**Task goal:** For every line in the material below that holds "bridge", report the line.
START Data for review
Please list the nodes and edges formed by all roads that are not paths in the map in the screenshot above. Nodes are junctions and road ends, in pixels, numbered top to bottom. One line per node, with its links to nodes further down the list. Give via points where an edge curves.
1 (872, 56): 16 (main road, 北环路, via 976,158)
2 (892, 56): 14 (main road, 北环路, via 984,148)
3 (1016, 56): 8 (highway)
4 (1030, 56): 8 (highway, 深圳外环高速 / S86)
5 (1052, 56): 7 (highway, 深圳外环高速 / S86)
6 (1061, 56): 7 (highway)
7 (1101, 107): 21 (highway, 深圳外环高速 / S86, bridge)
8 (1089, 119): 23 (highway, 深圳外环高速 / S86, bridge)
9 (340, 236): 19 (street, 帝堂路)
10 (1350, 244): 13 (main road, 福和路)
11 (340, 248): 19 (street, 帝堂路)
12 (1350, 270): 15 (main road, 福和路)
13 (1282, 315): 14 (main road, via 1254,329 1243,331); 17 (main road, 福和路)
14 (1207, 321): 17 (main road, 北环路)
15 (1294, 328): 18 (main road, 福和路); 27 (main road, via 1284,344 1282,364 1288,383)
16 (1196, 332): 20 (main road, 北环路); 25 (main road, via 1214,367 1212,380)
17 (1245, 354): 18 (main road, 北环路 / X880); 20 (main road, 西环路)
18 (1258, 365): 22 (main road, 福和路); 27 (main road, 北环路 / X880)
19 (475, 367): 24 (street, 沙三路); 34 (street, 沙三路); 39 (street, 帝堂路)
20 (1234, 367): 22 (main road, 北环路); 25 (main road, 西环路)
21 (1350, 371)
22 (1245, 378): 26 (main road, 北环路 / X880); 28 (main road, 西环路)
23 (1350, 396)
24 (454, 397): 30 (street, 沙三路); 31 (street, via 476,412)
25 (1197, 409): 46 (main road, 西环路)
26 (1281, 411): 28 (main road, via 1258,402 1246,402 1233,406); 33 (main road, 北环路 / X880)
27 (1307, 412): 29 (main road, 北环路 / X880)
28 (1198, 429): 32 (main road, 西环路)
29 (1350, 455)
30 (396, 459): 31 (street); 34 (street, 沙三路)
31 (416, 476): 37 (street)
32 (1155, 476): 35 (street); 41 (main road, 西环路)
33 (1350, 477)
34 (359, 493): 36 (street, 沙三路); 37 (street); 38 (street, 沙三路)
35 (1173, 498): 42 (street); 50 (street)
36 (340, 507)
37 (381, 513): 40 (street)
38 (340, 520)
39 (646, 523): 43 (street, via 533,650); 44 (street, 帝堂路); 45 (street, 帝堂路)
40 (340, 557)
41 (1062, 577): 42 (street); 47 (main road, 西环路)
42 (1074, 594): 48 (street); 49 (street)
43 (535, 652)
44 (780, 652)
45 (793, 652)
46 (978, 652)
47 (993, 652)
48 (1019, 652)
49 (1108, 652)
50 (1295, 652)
END Data for review
**Exercise answer:**
7 (1101, 107): 21 (highway, 深圳外环高速 / S86, bridge)
8 (1089, 119): 23 (highway, 深圳外环高速 / S86, bridge)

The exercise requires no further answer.